The judges admitted this meant they would have to ‘navigate’ between the stress that the proceedings have exerted on Milosevic’s blood pressure, and the contradictory need to expedite a trial that has already slowed to three days a week.
The court’s dilemma is that while the defendant’s tendency to turn the proceedings into a political rally has endangered the trial’s efficiency, curbing his right to represent himself may undermine faith in its fairness both within Serbia and outside it…
But the option of imposing a lawyer on Milosevic to expedite the case may prove difficult, as he might well refuse to communicate with the lawyer or even take part in the trial at all.
And later, that:
- The procedure for imposing a lawyer is anticipated in the tribunal’s basic legal documents, and there are precedents.
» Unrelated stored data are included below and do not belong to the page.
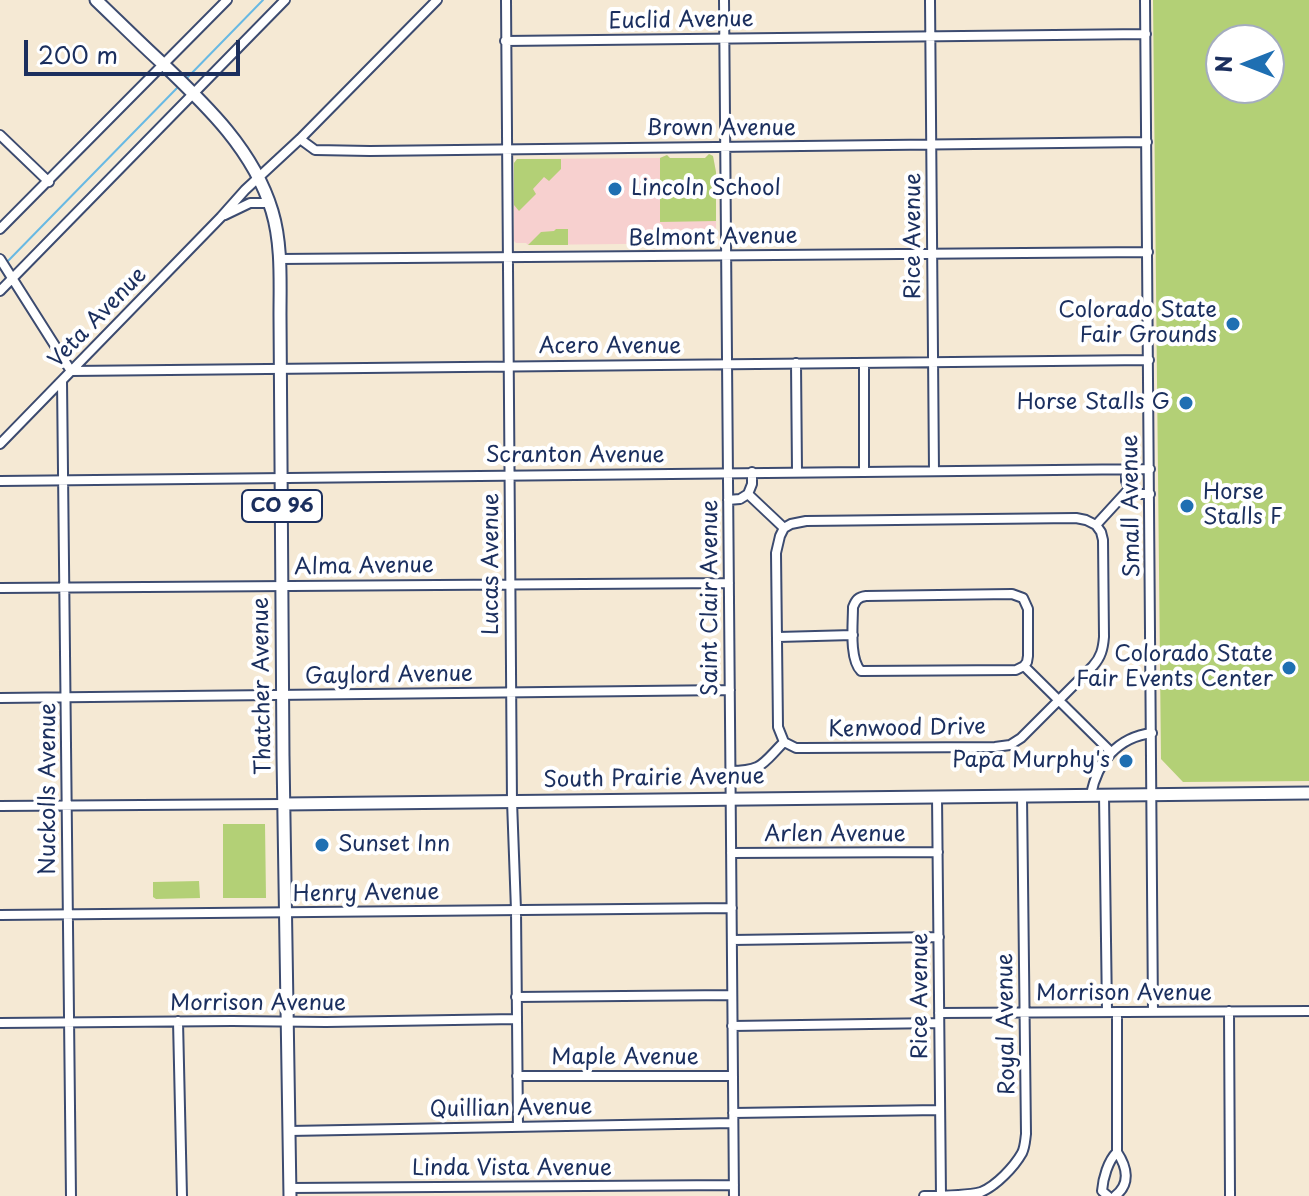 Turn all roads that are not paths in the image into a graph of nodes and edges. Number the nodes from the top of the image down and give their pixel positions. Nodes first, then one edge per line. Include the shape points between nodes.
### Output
1 (96, 0) edge
2 (227, 0) edge
3 (285, 0) edge
4 (437, 0) edge
5 (506, 0) edge
6 (724, 0) edge
7 (930, 0) edge
8 (1145, 0) edge
9 (1146, 34) junction
10 (931, 36) junction
11 (723, 38) junction
12 (505, 41) junction
13 (166, 67) junction
14 (191, 90) junction
15 (0, 135) edge
16 (300, 139) junction
17 (1147, 142) junction
18 (931, 146) junction
19 (724, 147) junction
20 (506, 149) junction
21 (260, 179) junction
22 (49, 182) junction
23 (269, 203) junction
24 (221, 217) junction
25 (0, 229) edge
26 (1148, 252) junction
27 (933, 254) junction
28 (726, 256) junction
29 (507, 257) junction
30 (0, 259) edge
31 (279, 259) junction
32 (10, 275) junction
33 (0, 291) edge
34 (1149, 360) junction
35 (934, 362) junction
36 (796, 363) junction
37 (864, 363) junction
38 (727, 364) junction
39 (508, 366) junction
40 (281, 369) junction
41 (71, 371) junction
42 (62, 381) junction
43 (0, 444) edge
44 (1126, 469) junction
45 (1150, 469) junction
46 (934, 471) junction
47 (752, 472) junction
48 (797, 472) junction
49 (864, 472) junction
50 (728, 473) junction
51 (509, 474) junction
52 (282, 478) junction
53 (63, 480) junction
54 (0, 481) edge
55 (1129, 489) junction
56 (748, 494) junction
57 (1150, 494) junction
58 (728, 500) junction
59 (1096, 525) junction
60 (784, 528) junction
61 (729, 583) junction
62 (511, 584) junction
63 (282, 586) junction
64 (0, 588) edge
65 (64, 588) junction
66 (853, 635) junction
67 (778, 637) junction
68 (1024, 666) junction
69 (730, 690) junction
70 (512, 692) junction
71 (283, 696) junction
72 (66, 697) junction
73 (0, 698) edge
74 (1059, 701) junction
75 (1152, 733) junction
76 (784, 742) junction
77 (1111, 752) junction
78 (730, 771) junction
79 (1309, 793) edge
80 (1152, 794) junction
81 (1091, 795) junction
82 (1104, 795) junction
83 (937, 796) junction
84 (1022, 796) junction
85 (730, 799) junction
86 (512, 801) junction
87 (284, 804) junction
88 (67, 805) junction
89 (0, 806) edge
90 (938, 852) junction
91 (731, 853) junction
92 (732, 908) junction
93 (516, 910) junction
94 (68, 914) junction
95 (286, 914) junction
96 (0, 915) edge
97 (939, 937) junction
98 (732, 940) junction
99 (732, 995) junction
100 (516, 997) junction
101 (1229, 1011) junction
102 (1309, 1011) edge
103 (1112, 1012) junction
104 (1153, 1012) junction
105 (1024, 1013) junction
106 (939, 1018) junction
107 (517, 1019) junction
108 (287, 1020) junction
109 (178, 1021) junction
110 (69, 1022) junction
111 (0, 1023) edge
112 (732, 1026) junction
113 (517, 1076) junction
114 (733, 1076) junction
115 (940, 1110) junction
116 (733, 1118) junction
117 (518, 1127) junction
118 (289, 1131) junction
119 (1117, 1152) junction
120 (734, 1185) junction
121 (290, 1192) edge
122 (71, 1196) edge
123 (182, 1196) edge
124 (734, 1196) edge
125 (924, 1196) edge
126 (941, 1196) edge
127 (1108, 1196) edge
128 (1115, 1196) edge
129 (1230, 1196) edge

1 - 13 main road, CO 96
2 - 13 street
3 - 14 street
4 - 16 street, Veta Avenue
5 - 12 street, Lucas Avenue
6 - 11 street, Saint Clair Avenue
7 - 10 street, Rice Avenue
8 - 9 street, Small Avenue
9 - 10 street, Euclid Avenue
9 - 17 street, Small Avenue
10 - 11 street, Euclid Avenue
10 - 18 street, Rice Avenue
11 - 12 street, Euclid Avenue
11 - 19 street, Saint Clair Avenue
12 - 20 street, Lucas Avenue
13 - 14 main road, CO 96
13 - 22 street
14 - 21 main road, CO 96 via 238,143
14 - 32 street
15 - 22 street
16 - 20 street, Brown Avenue via 315,150
16 - 21 street, Veta Avenue
17 - 18 street, Brown Avenue
17 - 26 street, Small Avenue
18 - 19 street, Brown Avenue
18 - 27 street, Rice Avenue
19 - 20 street, Brown Avenue
19 - 28 street, Saint Clair Avenue
20 - 29 street, Lucas Avenue
21 - 23 main road, Thatcher Avenue / CO 96
21 - 24 street, Veta Avenue
22 - 25 street
23 - 24 street, Veta Avenue via 250,203
23 - 31 main road, Thatcher Avenue / CO 96
24 - 41 street, Veta Avenue
26 - 27 street, Belmont Avenue
26 - 34 street, Small Avenue
27 - 28 street, Belmont Avenue
27 - 35 street, Rice Avenue
28 - 29 street, Belmont Avenue
28 - 38 street, Saint Clair Avenue
29 - 31 street, Belmont Avenue
29 - 39 street, Lucas Avenue
30 - 32 street
31 - 40 main road, Thatcher Avenue / CO 96
32 - 33 street
32 - 41 street
34 - 35 street, Acero Avenue
34 - 45 street, Small Avenue
35 - 37 street, Acero Avenue
35 - 46 street, Rice Avenue
36 - 37 street, Acero Avenue
36 - 38 street, Acero Avenue
36 - 48 street
37 - 49 street
38 - 39 street, Acero Avenue
38 - 50 street, Saint Clair Avenue
39 - 40 street, Acero Avenue
39 - 51 street, Lucas Avenue
40 - 41 street, Acero Avenue
40 - 52 main road, Thatcher Avenue / CO 96
41 - 42 street, Veta Avenue
42 - 43 street, Veta Avenue
42 - 53 street, Nuckolls Avenue
44 - 45 street, Scranton Avenue
44 - 46 street, Scranton Avenue
44 - 55 street
45 - 57 street, Small Avenue
46 - 49 street, Scranton Avenue
47 - 48 street, Scranton Avenue
47 - 50 street, Scranton Avenue
47 - 56 street
48 - 49 street, Scranton Avenue
50 - 51 street, Scranton Avenue
50 - 58 street, Saint Clair Avenue
51 - 52 street, Scranton Avenue
51 - 62 street, Lucas Avenue
52 - 53 street, Scranton Avenue
52 - 63 main road, Thatcher Avenue / CO 96
53 - 54 street, Scranton Avenue
53 - 65 street, Nuckolls Avenue
55 - 57 street
55 - 59 street
56 - 58 street
56 - 60 street
57 - 75 street, Small Avenue
58 - 61 street, Saint Clair Avenue
59 - 60 street via 1076,518 806,521
59 - 74 street, Kenwood Drive via 1103,540 1103,650
60 - 67 street via 776,553
61 - 62 street, Alma Avenue
61 - 69 street, Saint Clair Avenue
62 - 63 street, Alma Avenue
62 - 70 street, Lucas Avenue
63 - 65 street, Alma Avenue
63 - 71 main road, Thatcher Avenue / CO 96
64 - 65 street, Alma Avenue
65 - 72 street, Nuckolls Avenue
66 - 67 street
66 - 68 street via 855,665 865,672
66 - 68 street via 853,607 862,596 1018,595 1028,609
67 - 76 street via 778,727
68 - 74 street
69 - 70 street, Gaylord Avenue
69 - 78 street, Saint Clair Avenue
70 - 71 street, Gaylord Avenue
70 - 86 street, Lucas Avenue
71 - 72 street, Gaylord Avenue
71 - 87 main road, Thatcher Avenue / CO 96
72 - 73 street, Gaylord Avenue
72 - 88 street, Nuckolls Avenue
74 - 76 street, Kenwood Drive via 1010,745 796,748
74 - 77 street
75 - 77 street via 1128,739
75 - 80 street, Small Avenue
76 - 78 street via 759,767
77 - 81 street via 1096,774
78 - 85 street, Saint Clair Avenue
79 - 80 main road, South Prairie Avenue
80 - 82 main road, South Prairie Avenue
80 - 104 street, Small Avenue
81 - 82 main road, South Prairie Avenue
81 - 84 main road, South Prairie Avenue
82 - 103 street
83 - 84 main road, South Prairie Avenue
83 - 85 main road, South Prairie Avenue
83 - 90 street, Rice Avenue
84 - 105 street, Royal Avenue
85 - 86 main road, South Prairie Avenue
85 - 91 street, Saint Clair Avenue
86 - 87 main road, South Prairie Avenue
86 - 93 street, Lucas Avenue
87 - 88 street, South Prairie Avenue
87 - 95 main road, Thatcher Avenue / CO 96
88 - 89 street, South Prairie Avenue
88 - 94 street, Nuckolls Avenue
90 - 91 street, Arlen Avenue
90 - 97 street, Rice Avenue
91 - 92 street, Saint Clair Avenue
92 - 93 street, Henry Avenue
92 - 98 street, Saint Clair Avenue
93 - 95 street, Henry Avenue
93 - 100 street, Lucas Avenue
94 - 95 street, Henry Avenue
94 - 96 street, Henry Avenue
94 - 110 street, Nuckolls Avenue
95 - 108 main road, Thatcher Avenue / CO 96
97 - 98 street
97 - 106 street, Rice Avenue
98 - 99 street, Saint Clair Avenue
99 - 100 street
99 - 112 street, Saint Clair Avenue
100 - 107 street, Lucas Avenue
101 - 102 street, Morrison Avenue
101 - 104 street, Morrison Avenue
101 - 129 street
103 - 104 street, Morrison Avenue
103 - 105 street, Morrison Avenue
103 - 119 street
105 - 106 street, Morrison Avenue
105 - 126 street, Royal Avenue via 1025,1146 992,1186
106 - 112 street, Morrison Avenue
106 - 115 street, Rice Avenue
107 - 108 street, Morrison Avenue
107 - 113 street, Lucas Avenue
108 - 109 street, Morrison Avenue
108 - 118 main road, Thatcher Avenue / CO 96
109 - 110 street, Morrison Avenue
109 - 123 street
110 - 111 street, Morrison Avenue
110 - 122 street, Nuckolls Avenue
112 - 114 street, Saint Clair Avenue
113 - 114 street, Maple Avenue
113 - 117 street, Lucas Avenue
114 - 116 street, Saint Clair Avenue
115 - 116 street, Quillian Avenue
115 - 126 street, Rice Avenue
116 - 117 street, Quillian Avenue
116 - 120 street, Saint Clair Avenue
117 - 118 street, Quillian Avenue
118 - 121 main road, Thatcher Avenue / CO 96
119 - 127 street via 1102,1184
119 - 128 street via 1127,1175
120 - 121 street, Linda Vista Avenue
120 - 124 street, Saint Clair Avenue
125 - 126 street, Royal Avenue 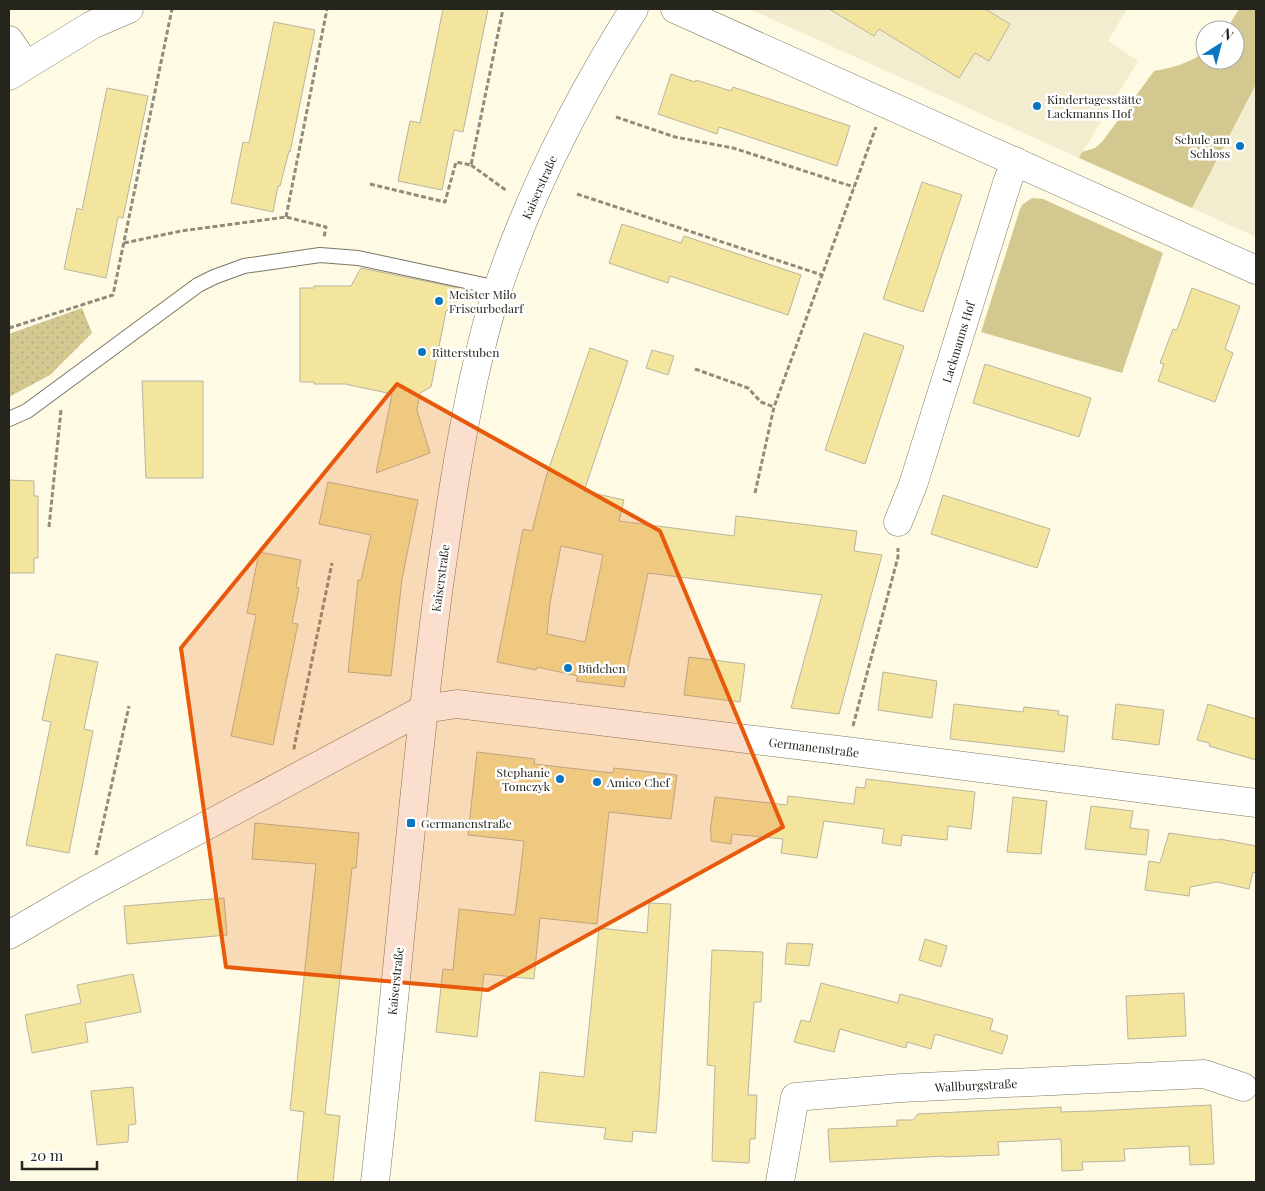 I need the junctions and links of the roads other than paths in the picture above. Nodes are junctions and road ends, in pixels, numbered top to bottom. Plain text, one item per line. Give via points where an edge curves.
1 (129, 9) edge
2 (634, 9) edge
3 (675, 9) edge
4 (9, 40) edge
5 (17, 70) edge
6 (1015, 162) junction
7 (1256, 270) edge
8 (498, 288) junction
9 (9, 419) edge
10 (898, 522) road end
11 (424, 709) junction
12 (1256, 803) edge
13 (9, 935) edge
14 (1243, 1087) dead end
15 (376, 1182) edge
16 (780, 1182) edge

1 - 5 street via 92,25
2 - 8 street, Kaiserstraße via 569,120 532,201
3 - 6 street
4 - 5 street
6 - 7 street
6 - 10 street, Lackmanns Hof via 913,486
8 - 9 lane via 358,258 320,255 244,266 198,286 27,411
8 - 11 street, Kaiserstraße via 482,343 462,437
11 - 12 street, Germanenstraße via 456,704
11 - 13 street, Germanenstraße via 88,889
11 - 15 street, Kaiserstraße
14 - 16 street, Wallburgstraße via 1204,1074 901,1088 795,1097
The indicted leader of the nationalist Serbian Radical Party, Vojislav Seselj, has been assigned a counsel against his will. And Vidoje Blagojevic, a Bosnian Serb accused over the 1995 Srebrenica massacre, is represented by a counsel he does not recognise– in his case, the two fell out already when the trial was under way.
But both Blagojevic and Seselj cases are less high-profile than that of Milosevic, whose refusal to cooperate would have much greater public impact.
The BBC’s website has noted meanwhile that, though Slobo is a longtime smoker and afficianado of fine cigars, the court has no power to force him to stop smoking, since he is still, until he is convicted, presumed to be innocent.
Tangled webs, eh?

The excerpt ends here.